わたしは明日香の手を引いて、教室を抜けると、そのままトイレに駆け込んだ。
「ちょ、なに!?」
「人に聞かれたらまずいから!!」
トイレ内がわたしたち2人だけになったタイミングを見計らって、「実は……」とコソコソ話し出す。
「え!? りん、ときめき度42%ってマジ!?」
「しーっ!」
「やばいじゃん! もうちょっとでペナルティじゃん!」
スマホを見つめながら、りんは明日香にすがるような目を向けた。
「ほぼ50%だよ!?つまりアレだよ、もう“晒され一歩手前”なの!!」
「えっじゃあさ、落ち着こう?クールに、無感情モード入るとか」
「よし、それでいく!!!」
【星川りんの・恋愛セーブ計画】
1.霧島くんを“背景の柱”だと思う
2.目を合わせそうになったら、壁を見る
3.物理的に距離をとる(最低1メートル)
4.ときめいたら腹筋10回&深呼吸3セット
「こんな感じでどう?」
「いいと思う!……でも、りん。

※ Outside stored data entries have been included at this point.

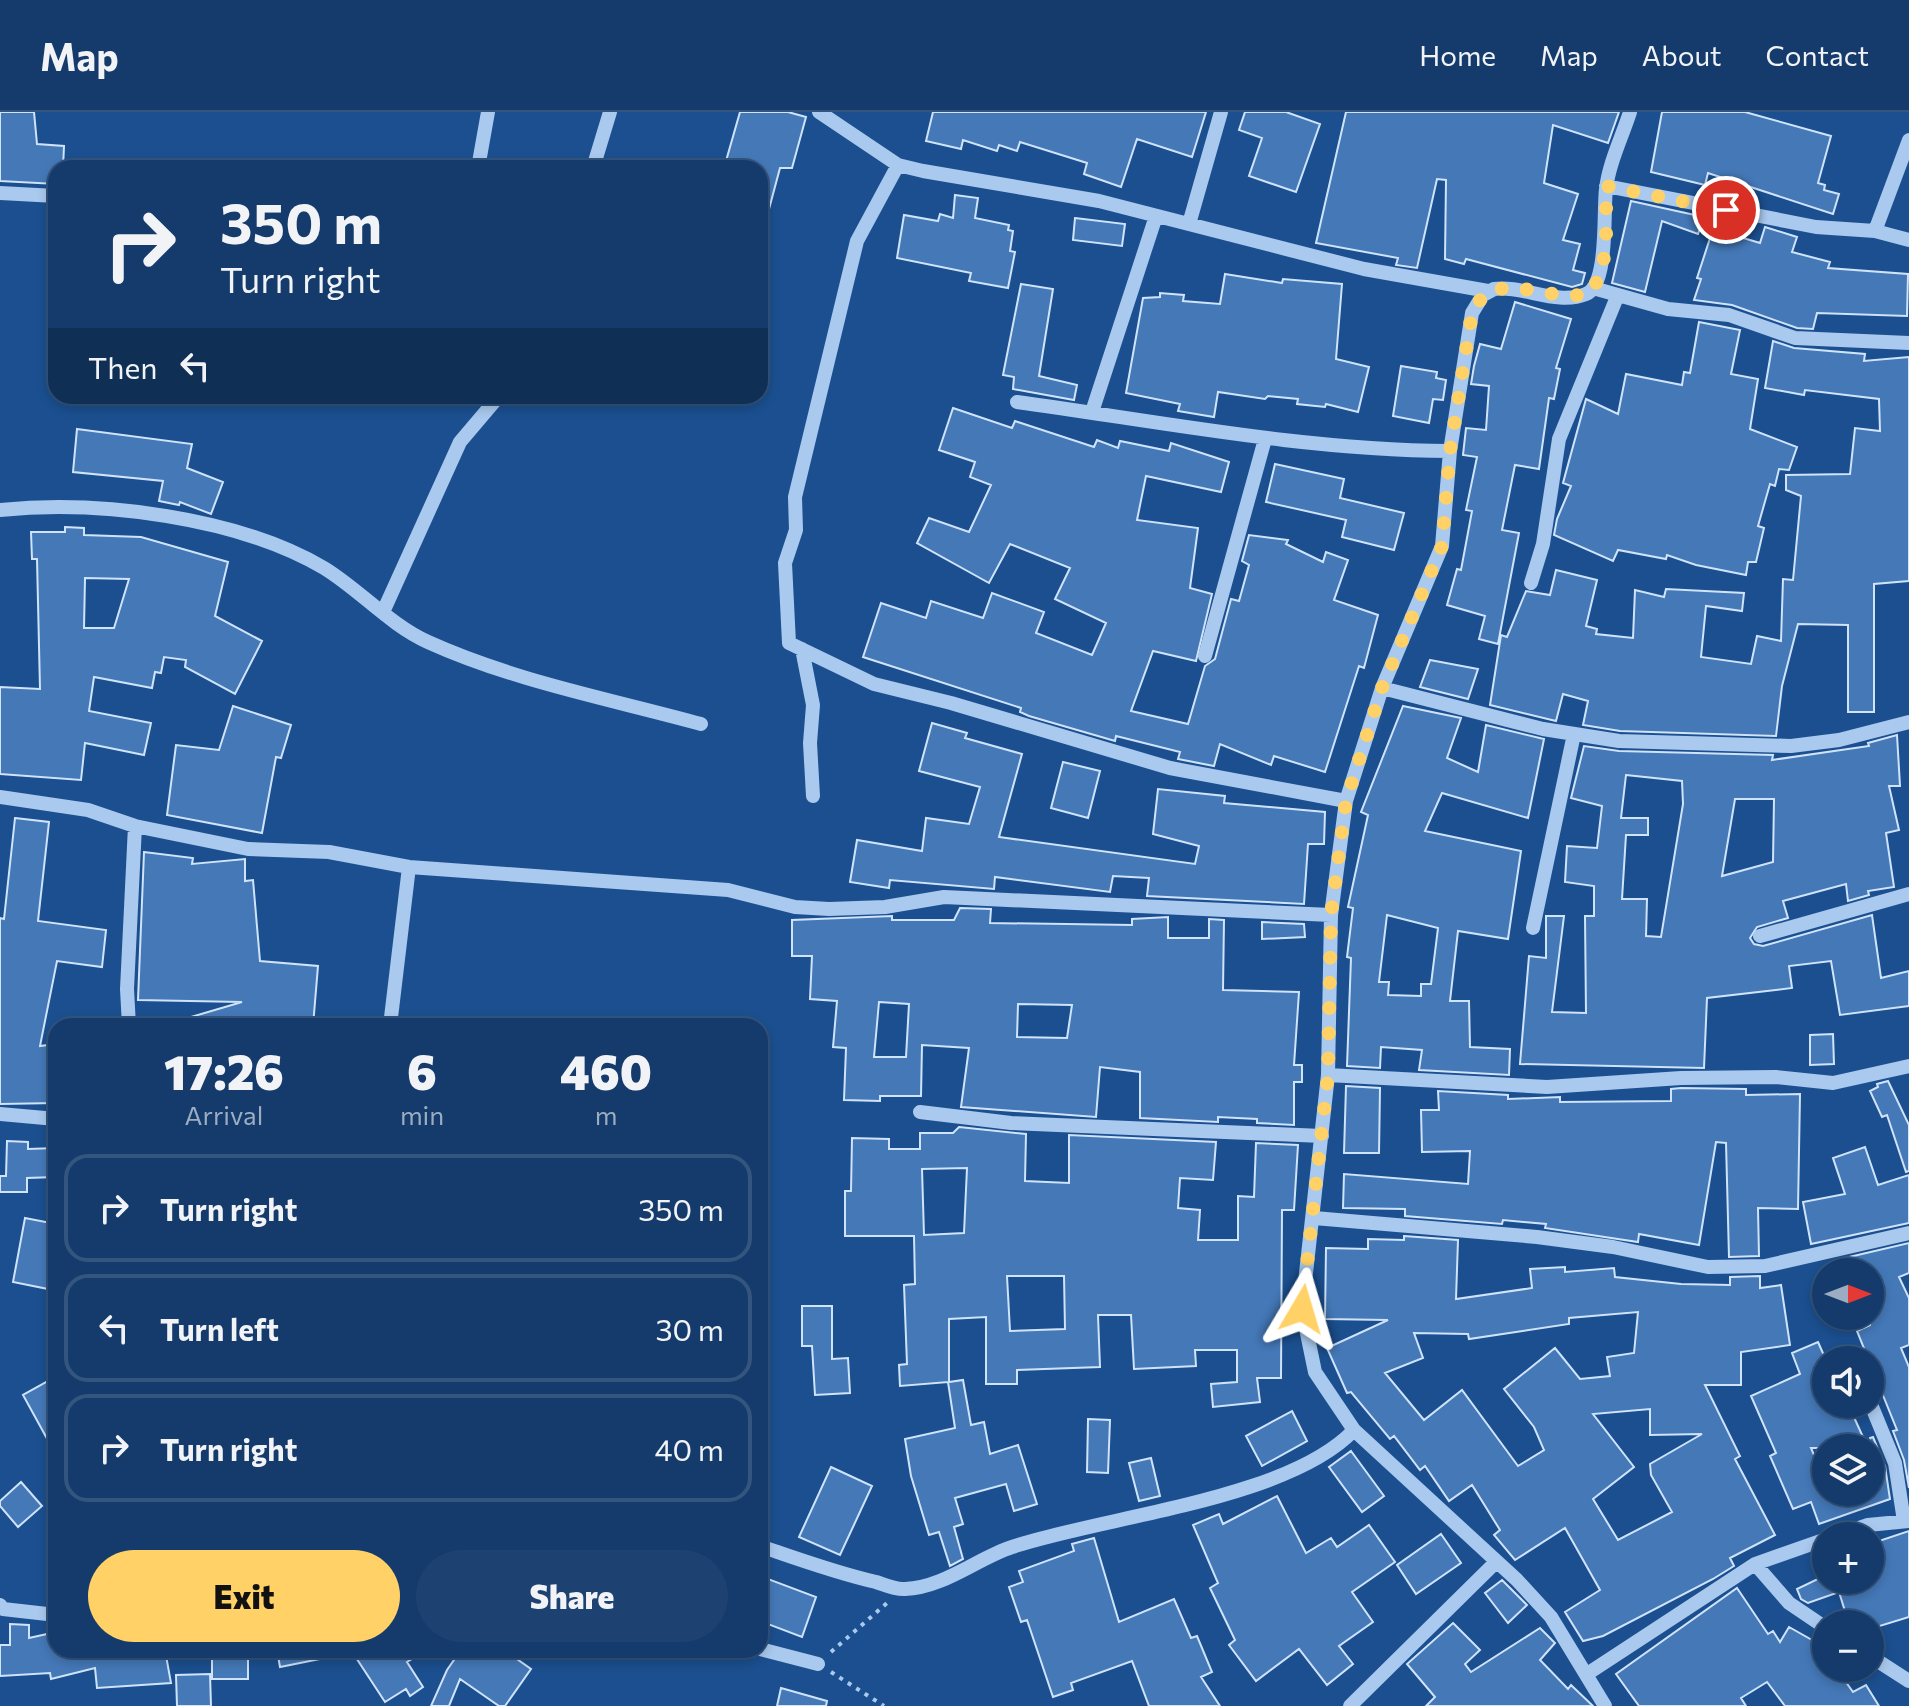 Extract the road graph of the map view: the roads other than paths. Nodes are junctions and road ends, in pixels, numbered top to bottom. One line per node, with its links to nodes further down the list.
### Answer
1 (488, 112): 7 (street)
2 (610, 112): 8 (street)
3 (819, 112): 9 (street)
4 (1221, 112): 14 (street)
5 (1630, 112): 10 (street)
6 (1909, 140): 15 (street)
7 (479, 160)
8 (595, 160)
9 (898, 165): 13 (street); 29 (street)
10 (1606, 186): 15 (street); 17 (street)
11 (0, 193): 12 (street)
12 (48, 196)
13 (1156, 216): 14 (street); 23 (street)
14 (1189, 224): 18 (street)
15 (1875, 231): 16 (street)
16 (1909, 240)
17 (1593, 288): 18 (street); 19 (street)
18 (1488, 291): 25 (street)
19 (1617, 297): 20 (street); 27 (street)
20 (1909, 343)
21 (1017, 402): 23 (street)
22 (492, 404): 28 (street)
23 (1092, 412): 24 (street)
24 (1265, 439): 25 (street); 30 (street)
25 (1450, 451): 31 (street)
26 (0, 510): 28 (street)
27 (1531, 583)
28 (383, 612): 33 (street)
29 (802, 649): 35 (street); 37 (street)
30 (1205, 656)
31 (1382, 688): 34 (street); 37 (street)
32 (1909, 722): 34 (street)
33 (701, 724)
34 (1574, 734): 42 (street)
35 (813, 796)
36 (0, 797): 38 (street)
37 (1346, 801): 41 (street)
38 (135, 826): 39 (street); 44 (street)
39 (409, 867): 41 (street); 45 (street)
40 (1909, 894): 43 (street)
41 (1331, 915): 47 (street)
42 (1533, 928)
43 (1760, 936)
44 (129, 1018)
45 (391, 1018)
46 (1909, 1066): 47 (street)
47 (1328, 1075): 51 (street)
48 (920, 1112): 51 (street)
49 (0, 1114): 50 (street)
50 (48, 1118)
51 (1322, 1136): 52 (street)
52 (1314, 1218): 53 (street); 55 (street)
53 (1909, 1233)
54 (1877, 1418): 56 (street)
55 (1354, 1430): 59 (street); 60 (street)
56 (1906, 1521): 57 (street)
57 (1884, 1523)
58 (1812, 1544): 61 (street)
59 (768, 1549)
60 (1496, 1562): 68 (street); 70 (street)
61 (1755, 1564): 64 (street); 68 (street)
62 (0, 1605): 63 (street)
63 (48, 1614)
64 (1812, 1619)
65 (768, 1651): 66 (street)
66 (818, 1664)
67 (1884, 1665): 69 (street)
68 (1587, 1674): 71 (street)
69 (1909, 1681)
70 (1350, 1706)
71 (1605, 1706)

いつの間にこんなことになってたの? 霧島くんのこと、好きになったの?」
「ない!それはないよ!……たぶん!
たしかにドキドキしちゃうことはあるけど、それは……たぶん、恋愛経験値ゼロだからで……っ!」
不慣れなことがこの短期間でいっぱい起こってるから、心臓がびっくりしてるだけ。
恋ではない!……はず。
明日香がニヤリと笑う。
「でも、りんもキュンキュンすることあるんだ〜。今まで恋愛の話しても、頭にハテナが浮かんでたのに」
「それは……たしかに。なんでだろう?」
まさか……ペアの相手が霧島くんだから。だからこんなに気持ちが揺れる……なんてこと、あるわけ……あるのかな?